▶ [WHAT YOU HAVE TO DO]:
Among the lines of the data, copy those that hold "roads".

(DATA SUPPLIED)

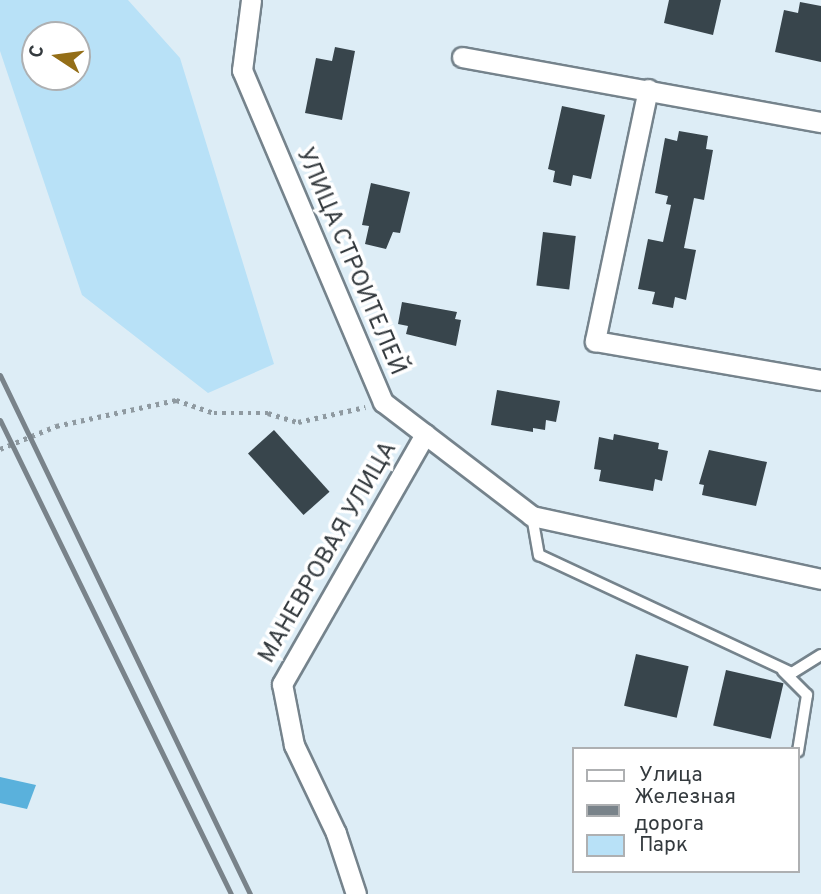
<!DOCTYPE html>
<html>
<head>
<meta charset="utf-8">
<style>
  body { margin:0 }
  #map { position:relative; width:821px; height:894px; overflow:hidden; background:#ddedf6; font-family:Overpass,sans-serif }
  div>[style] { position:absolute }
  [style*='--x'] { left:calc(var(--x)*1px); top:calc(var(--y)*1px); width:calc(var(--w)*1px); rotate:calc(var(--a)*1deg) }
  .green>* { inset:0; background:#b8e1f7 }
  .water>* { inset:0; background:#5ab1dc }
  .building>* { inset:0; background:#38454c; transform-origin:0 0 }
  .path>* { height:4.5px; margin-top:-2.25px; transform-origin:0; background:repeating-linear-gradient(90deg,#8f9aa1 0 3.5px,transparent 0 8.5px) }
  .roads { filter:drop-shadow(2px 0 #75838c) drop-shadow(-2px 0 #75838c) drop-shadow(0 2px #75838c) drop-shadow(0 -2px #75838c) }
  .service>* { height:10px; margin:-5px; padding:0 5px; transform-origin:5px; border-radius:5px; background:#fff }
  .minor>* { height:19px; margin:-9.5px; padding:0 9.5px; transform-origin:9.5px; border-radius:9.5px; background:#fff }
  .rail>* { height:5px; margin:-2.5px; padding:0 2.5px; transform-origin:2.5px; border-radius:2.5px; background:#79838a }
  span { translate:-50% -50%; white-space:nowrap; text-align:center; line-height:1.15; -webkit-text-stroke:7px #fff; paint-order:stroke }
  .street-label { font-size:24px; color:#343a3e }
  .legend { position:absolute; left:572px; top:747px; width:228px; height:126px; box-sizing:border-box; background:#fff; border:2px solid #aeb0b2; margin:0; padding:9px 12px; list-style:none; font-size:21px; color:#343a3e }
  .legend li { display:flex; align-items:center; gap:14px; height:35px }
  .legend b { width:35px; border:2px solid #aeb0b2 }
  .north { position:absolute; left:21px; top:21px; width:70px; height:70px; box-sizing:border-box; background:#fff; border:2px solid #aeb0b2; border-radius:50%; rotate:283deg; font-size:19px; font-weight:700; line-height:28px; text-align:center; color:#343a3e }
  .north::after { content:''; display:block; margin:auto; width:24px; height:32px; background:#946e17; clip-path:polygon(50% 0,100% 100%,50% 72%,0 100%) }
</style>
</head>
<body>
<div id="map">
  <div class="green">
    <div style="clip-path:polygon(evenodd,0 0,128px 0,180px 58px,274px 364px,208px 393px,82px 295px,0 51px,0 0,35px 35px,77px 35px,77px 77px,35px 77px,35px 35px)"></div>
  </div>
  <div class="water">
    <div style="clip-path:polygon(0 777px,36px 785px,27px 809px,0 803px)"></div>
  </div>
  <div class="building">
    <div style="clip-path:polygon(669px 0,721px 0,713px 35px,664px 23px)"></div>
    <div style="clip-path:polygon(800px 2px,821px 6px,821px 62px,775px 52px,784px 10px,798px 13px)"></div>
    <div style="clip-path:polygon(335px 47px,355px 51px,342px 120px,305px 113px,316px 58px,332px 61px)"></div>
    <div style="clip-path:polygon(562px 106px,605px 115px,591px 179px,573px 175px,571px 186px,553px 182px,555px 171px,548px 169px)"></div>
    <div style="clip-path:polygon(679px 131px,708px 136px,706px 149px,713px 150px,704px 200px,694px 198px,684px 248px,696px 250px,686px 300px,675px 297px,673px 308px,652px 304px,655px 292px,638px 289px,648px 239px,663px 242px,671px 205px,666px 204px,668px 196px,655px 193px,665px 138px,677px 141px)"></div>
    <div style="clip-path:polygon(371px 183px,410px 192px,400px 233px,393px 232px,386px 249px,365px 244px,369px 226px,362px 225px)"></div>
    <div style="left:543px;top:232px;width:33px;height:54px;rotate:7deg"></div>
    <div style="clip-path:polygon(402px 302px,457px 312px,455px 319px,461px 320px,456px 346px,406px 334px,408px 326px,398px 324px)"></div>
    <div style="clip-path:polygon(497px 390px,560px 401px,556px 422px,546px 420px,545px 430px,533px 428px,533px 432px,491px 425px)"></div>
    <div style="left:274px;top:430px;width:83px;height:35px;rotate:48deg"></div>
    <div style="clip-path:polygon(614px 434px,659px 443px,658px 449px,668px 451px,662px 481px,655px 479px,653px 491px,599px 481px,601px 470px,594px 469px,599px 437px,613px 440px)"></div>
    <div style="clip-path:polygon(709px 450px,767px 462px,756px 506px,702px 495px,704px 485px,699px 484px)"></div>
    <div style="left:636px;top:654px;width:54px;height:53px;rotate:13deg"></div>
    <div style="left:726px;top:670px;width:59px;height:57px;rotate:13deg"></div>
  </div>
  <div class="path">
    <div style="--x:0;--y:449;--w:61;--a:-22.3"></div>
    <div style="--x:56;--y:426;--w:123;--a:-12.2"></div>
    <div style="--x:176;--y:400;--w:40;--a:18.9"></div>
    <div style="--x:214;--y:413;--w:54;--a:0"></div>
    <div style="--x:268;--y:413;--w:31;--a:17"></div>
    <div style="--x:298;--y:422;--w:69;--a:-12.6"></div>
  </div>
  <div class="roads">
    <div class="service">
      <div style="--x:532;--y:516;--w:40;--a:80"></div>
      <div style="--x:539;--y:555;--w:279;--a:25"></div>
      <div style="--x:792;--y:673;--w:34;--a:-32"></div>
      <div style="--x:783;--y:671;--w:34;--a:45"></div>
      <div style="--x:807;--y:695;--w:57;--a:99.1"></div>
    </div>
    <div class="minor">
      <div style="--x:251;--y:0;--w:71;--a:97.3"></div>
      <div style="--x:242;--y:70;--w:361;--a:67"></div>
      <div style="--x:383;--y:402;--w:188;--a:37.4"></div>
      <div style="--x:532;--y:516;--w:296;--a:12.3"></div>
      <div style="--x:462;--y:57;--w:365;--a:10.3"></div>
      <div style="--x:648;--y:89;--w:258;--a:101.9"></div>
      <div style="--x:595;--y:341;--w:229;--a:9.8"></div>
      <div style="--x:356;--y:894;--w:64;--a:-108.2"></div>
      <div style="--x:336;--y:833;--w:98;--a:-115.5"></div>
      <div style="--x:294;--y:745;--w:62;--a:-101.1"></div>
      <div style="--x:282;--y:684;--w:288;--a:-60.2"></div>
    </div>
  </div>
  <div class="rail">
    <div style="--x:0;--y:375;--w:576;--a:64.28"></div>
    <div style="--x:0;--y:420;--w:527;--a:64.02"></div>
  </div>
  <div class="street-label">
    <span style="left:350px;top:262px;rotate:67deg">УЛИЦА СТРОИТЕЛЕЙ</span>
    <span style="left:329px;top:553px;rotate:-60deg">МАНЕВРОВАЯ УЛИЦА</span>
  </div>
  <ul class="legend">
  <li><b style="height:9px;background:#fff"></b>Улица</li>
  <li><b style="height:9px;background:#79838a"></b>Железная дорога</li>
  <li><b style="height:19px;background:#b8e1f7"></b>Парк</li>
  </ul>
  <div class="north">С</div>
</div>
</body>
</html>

(End DATA SUPPLIED)

▶ [RESPONSE BELOW]:
  .roads { filter:drop-shadow(2px 0 #75838c) drop-shadow(-2px 0 #75838c) drop-shadow(0 2px #75838c) drop-shadow(0 -2px #75838c) }
  <div class="roads">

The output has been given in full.